NEW YORK ( TheStreet) -- Amazon ( AMZN - Get Report) gets set to report first-quarter earnings after the close of trading, and investors will be looking to see whether the Internet giant's margins are improving. In the fourth quarter, Amazon reported operating margins of 1.5%. That's down sharply from 3.7% during the same period last year, as return on invested capital fell to 22% during the quarter, from 34% in the fourth quarter of 2010. The Seattle-based online retailer has been expanding into seemingly every business over the past few years, as it tries to drive people to its website to buy more products.

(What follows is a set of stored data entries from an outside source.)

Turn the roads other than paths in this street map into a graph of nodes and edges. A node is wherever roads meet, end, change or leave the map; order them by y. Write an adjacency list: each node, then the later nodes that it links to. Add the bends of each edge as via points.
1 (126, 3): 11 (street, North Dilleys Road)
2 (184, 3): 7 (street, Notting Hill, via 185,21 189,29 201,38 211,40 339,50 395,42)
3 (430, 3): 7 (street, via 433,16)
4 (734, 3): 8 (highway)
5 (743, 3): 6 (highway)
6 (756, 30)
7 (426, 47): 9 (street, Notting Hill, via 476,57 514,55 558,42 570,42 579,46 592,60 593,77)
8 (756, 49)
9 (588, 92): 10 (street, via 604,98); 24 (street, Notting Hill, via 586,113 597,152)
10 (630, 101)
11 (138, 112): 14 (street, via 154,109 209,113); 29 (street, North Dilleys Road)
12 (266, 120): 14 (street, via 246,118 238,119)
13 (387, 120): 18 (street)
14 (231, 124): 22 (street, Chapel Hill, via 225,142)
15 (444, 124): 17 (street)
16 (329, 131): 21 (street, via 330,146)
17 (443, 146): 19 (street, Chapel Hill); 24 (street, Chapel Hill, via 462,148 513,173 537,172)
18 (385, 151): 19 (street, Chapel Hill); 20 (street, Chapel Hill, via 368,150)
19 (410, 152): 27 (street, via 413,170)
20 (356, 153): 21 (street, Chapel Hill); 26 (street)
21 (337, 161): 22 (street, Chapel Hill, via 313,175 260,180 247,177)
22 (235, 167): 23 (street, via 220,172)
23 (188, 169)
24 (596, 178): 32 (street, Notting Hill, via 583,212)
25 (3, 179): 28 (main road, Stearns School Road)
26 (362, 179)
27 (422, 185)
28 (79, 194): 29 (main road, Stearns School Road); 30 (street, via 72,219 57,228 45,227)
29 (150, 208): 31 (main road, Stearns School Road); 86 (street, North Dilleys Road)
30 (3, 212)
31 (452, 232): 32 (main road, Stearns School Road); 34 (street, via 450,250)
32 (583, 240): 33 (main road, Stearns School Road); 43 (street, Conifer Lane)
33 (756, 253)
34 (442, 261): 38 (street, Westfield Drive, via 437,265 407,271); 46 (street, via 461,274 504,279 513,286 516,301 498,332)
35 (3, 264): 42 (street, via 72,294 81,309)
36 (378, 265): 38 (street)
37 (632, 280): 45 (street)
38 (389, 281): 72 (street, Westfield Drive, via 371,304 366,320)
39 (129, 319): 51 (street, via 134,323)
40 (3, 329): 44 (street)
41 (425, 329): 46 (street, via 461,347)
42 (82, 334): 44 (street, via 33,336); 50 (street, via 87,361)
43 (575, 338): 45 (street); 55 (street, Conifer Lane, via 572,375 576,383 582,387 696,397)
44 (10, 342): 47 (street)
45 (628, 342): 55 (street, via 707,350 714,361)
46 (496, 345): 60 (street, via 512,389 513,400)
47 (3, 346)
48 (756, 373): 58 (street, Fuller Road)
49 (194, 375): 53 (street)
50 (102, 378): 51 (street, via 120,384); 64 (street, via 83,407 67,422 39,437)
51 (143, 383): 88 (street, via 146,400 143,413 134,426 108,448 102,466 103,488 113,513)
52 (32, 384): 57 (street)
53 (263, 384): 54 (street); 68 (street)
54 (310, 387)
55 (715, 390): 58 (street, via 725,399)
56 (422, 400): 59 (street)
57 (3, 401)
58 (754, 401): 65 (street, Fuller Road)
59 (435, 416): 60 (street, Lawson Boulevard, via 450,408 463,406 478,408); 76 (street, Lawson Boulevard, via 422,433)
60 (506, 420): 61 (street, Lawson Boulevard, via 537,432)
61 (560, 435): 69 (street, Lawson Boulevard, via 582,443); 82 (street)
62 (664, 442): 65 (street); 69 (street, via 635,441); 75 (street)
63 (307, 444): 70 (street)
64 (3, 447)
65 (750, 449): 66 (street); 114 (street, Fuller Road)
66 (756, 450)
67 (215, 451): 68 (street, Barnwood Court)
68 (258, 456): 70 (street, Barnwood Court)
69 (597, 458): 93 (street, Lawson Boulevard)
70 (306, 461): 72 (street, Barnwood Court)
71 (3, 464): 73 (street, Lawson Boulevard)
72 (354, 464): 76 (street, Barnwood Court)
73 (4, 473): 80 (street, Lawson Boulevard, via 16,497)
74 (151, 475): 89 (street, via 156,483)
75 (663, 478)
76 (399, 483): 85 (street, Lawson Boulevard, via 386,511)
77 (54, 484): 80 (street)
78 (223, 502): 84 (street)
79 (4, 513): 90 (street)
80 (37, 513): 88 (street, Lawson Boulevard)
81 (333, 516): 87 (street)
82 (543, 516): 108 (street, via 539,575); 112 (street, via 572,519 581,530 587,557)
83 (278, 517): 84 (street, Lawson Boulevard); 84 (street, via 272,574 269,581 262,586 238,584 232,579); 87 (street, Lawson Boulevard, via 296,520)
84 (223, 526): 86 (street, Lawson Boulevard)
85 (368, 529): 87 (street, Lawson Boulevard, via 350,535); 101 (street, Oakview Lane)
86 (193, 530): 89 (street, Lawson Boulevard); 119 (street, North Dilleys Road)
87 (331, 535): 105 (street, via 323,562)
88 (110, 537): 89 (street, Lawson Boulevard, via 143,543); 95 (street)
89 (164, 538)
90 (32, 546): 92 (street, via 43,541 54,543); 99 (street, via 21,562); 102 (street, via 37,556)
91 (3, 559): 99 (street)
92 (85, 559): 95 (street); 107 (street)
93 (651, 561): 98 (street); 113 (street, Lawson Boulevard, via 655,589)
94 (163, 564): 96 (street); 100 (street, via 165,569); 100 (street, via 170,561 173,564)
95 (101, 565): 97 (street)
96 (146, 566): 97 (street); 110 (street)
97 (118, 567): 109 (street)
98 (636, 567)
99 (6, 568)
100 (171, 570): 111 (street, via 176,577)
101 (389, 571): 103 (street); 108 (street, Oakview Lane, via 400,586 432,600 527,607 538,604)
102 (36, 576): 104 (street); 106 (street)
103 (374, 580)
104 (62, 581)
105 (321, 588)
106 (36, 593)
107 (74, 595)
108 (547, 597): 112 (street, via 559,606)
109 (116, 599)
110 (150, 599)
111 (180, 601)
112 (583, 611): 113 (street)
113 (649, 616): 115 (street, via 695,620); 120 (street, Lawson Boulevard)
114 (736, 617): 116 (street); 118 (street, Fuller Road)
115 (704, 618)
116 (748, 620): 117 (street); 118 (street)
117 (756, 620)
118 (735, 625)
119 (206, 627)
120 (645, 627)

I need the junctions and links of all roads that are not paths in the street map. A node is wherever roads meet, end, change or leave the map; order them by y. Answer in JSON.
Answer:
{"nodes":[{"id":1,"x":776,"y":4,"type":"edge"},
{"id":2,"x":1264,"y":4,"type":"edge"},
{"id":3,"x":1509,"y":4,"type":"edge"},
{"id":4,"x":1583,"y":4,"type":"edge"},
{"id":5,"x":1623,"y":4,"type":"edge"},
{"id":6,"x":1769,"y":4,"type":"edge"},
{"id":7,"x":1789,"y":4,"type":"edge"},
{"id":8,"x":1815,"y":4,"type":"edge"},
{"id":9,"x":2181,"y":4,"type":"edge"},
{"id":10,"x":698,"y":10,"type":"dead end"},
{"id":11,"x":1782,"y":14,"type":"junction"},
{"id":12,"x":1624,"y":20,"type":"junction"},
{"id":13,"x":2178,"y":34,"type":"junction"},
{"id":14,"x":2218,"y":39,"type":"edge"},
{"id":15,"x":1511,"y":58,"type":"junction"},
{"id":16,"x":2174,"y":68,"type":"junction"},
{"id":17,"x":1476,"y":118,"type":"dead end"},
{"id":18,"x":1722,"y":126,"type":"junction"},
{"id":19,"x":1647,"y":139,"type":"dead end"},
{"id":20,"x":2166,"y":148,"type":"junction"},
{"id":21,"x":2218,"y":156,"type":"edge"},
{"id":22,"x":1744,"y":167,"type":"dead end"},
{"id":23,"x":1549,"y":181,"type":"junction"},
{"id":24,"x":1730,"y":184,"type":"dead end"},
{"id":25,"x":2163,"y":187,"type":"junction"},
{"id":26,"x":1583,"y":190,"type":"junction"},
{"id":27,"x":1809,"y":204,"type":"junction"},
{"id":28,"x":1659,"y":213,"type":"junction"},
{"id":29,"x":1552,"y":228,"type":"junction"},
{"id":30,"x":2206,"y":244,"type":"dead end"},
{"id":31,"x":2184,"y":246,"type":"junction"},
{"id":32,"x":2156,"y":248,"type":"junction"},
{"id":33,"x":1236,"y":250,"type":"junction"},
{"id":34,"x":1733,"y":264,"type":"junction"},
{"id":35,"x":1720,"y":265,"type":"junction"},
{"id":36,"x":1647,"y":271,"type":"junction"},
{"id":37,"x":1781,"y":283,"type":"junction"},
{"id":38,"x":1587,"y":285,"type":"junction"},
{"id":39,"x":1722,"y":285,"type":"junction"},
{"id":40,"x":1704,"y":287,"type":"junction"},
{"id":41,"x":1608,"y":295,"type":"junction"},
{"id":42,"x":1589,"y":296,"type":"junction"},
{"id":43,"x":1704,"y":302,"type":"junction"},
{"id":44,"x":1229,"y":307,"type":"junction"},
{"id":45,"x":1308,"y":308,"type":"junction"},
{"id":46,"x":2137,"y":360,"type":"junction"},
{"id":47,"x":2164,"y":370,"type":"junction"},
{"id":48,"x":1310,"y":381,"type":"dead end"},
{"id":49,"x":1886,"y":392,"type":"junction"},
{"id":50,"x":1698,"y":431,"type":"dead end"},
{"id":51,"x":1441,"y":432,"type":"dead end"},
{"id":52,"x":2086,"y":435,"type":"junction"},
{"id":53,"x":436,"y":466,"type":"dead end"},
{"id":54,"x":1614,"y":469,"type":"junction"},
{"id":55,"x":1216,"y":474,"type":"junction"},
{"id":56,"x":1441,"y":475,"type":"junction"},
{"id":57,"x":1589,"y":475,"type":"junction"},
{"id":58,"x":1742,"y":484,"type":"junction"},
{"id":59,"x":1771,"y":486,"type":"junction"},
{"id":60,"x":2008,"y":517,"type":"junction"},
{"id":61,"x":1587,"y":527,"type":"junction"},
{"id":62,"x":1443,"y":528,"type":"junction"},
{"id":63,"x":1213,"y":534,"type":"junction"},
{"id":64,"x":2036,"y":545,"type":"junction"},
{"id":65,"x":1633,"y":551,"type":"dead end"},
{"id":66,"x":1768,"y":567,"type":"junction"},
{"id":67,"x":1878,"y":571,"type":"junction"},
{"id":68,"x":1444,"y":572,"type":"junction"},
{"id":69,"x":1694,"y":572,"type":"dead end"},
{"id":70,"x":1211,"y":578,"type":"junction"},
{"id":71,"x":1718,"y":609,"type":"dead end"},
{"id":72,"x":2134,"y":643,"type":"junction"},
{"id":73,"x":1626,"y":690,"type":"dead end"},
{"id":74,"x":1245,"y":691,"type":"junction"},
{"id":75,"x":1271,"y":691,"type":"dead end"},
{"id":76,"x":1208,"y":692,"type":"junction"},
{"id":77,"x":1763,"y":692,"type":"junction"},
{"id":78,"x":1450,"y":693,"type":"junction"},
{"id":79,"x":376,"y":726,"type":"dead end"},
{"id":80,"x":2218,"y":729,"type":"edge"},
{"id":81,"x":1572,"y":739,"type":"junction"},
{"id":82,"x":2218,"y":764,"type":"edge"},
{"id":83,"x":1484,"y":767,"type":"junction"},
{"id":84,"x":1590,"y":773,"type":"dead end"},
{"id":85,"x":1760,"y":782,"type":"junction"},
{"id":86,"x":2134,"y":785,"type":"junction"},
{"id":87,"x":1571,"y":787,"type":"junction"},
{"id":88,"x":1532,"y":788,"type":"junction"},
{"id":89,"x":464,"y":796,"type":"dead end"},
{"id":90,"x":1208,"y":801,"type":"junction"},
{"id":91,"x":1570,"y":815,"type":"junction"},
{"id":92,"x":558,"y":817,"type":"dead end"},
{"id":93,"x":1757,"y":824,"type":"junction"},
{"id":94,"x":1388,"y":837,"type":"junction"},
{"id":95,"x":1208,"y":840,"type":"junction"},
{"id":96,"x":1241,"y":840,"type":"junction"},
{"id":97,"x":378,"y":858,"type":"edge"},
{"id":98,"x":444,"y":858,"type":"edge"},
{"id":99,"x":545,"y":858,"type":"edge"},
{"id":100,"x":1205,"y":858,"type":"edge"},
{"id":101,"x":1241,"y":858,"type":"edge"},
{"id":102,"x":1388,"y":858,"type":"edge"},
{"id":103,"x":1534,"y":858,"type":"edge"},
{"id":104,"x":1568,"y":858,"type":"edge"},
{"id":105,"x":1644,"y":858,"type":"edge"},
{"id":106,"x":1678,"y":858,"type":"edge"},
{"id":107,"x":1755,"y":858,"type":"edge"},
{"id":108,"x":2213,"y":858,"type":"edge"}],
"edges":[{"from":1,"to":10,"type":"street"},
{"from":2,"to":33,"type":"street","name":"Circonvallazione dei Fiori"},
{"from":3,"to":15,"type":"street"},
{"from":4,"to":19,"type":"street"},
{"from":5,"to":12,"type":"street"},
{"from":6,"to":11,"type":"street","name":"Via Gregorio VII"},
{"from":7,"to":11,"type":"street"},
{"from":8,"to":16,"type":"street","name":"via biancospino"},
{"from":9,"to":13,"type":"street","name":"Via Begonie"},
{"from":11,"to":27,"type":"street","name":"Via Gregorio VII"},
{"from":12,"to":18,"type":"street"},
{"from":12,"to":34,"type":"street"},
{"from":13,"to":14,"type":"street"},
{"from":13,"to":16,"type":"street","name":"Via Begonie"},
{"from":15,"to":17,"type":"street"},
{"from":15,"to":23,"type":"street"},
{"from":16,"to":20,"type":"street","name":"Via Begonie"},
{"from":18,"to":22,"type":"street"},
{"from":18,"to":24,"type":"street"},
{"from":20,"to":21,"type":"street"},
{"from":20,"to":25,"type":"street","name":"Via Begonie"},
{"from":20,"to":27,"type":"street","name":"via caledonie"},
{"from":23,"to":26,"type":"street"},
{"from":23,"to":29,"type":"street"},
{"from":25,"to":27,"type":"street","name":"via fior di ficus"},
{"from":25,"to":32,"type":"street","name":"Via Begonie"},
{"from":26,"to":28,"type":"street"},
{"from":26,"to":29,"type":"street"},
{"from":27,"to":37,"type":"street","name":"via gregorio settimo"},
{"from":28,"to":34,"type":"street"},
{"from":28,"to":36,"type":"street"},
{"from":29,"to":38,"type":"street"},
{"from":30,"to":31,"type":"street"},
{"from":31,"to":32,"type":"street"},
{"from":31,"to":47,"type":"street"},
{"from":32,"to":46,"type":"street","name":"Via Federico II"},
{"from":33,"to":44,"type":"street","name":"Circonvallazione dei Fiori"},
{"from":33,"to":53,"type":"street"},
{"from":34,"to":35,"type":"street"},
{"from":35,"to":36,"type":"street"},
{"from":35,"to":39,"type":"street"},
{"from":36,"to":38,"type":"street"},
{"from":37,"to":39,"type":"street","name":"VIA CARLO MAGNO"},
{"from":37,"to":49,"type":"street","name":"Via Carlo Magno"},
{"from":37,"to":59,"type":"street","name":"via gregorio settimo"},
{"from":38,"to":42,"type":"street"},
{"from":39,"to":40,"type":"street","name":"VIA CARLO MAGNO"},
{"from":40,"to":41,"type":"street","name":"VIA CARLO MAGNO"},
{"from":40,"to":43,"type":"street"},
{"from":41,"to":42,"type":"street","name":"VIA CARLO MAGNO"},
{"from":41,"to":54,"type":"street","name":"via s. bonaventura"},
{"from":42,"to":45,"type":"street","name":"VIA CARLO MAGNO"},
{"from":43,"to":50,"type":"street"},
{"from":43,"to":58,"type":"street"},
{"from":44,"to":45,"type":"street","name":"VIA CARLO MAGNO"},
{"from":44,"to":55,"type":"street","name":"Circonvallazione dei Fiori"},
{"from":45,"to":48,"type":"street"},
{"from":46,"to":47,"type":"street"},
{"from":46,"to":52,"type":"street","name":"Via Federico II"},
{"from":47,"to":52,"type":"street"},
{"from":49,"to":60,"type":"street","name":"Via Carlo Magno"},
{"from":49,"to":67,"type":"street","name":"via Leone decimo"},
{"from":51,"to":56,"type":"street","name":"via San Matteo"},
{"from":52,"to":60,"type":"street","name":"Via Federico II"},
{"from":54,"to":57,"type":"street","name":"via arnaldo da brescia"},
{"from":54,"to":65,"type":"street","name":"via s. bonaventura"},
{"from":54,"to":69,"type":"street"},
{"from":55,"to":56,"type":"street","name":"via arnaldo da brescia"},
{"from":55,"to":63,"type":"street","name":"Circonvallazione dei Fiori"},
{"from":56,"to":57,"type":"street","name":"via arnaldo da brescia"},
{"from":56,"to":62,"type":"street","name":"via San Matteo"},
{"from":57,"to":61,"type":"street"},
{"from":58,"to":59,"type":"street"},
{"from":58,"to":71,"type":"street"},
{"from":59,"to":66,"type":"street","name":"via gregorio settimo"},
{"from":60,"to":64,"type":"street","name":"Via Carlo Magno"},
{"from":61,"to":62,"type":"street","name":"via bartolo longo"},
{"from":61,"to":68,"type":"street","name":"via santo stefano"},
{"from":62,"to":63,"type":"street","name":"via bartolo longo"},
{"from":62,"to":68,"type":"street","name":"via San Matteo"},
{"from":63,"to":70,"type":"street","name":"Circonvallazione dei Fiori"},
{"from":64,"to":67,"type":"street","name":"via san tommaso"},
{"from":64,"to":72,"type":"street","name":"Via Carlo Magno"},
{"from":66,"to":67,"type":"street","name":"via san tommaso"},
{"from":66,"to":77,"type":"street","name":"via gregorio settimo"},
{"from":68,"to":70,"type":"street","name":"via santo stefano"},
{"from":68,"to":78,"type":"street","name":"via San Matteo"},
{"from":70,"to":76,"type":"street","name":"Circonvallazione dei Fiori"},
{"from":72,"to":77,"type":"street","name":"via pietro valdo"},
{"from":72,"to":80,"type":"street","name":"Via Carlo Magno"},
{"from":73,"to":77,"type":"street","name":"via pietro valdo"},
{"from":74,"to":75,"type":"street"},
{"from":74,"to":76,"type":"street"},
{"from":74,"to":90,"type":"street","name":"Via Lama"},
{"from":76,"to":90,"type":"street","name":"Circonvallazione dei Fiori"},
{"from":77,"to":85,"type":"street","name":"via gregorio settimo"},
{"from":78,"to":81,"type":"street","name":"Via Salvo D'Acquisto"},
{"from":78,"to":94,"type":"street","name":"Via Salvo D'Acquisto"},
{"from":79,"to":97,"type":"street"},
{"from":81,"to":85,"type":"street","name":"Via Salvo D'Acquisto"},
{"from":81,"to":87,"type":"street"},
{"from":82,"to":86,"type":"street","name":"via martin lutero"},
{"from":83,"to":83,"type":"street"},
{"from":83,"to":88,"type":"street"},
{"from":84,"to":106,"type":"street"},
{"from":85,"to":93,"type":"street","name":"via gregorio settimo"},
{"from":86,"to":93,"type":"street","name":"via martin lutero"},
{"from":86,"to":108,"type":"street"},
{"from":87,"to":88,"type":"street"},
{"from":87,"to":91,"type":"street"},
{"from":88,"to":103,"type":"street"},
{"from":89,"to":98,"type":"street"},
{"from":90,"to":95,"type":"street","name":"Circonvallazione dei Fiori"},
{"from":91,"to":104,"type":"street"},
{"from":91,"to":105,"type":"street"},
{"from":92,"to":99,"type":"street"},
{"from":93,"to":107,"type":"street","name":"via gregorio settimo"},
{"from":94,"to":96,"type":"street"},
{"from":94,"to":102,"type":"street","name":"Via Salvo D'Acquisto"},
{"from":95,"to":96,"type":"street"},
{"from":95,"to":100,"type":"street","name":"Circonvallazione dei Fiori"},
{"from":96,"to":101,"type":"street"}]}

Amazon has been the only company outside of Apple ( AAPL - Get Report) to gain success with its tablet strategy, having launched the Kindle Fire in November 2011. The goal of Amazon's tablet effort is to drive sales on its website, albeit at very low margins. Last quarter's big revenue miss during the all-important holiday season, however, sparked concerns over whether Amazon's all-encompassing strategy will pay off. Raymond James analyst Aaron Kessler isn't concerned about revenue growth, but margins are making him take a wait-and-see approach. "Based on our checks and industry data points, we expect strong top line growth for Amazon in 1Q," Kessler wrote, in a research report. "While we remain positive on the secular outlook for Amazon, near term continued uncertainty around timing of margin improvements keeps us on the sidelines." The analyst rates Amazon shares "market perform." Analysts polled by Thomson Reuters expect Amazon to report earnings of 7 cents a share on $12.899 billion in revenue. Independent analysts polled by Estimize expect Amazon to report earnings of 11 cents a share on $13.03 billion in revenue.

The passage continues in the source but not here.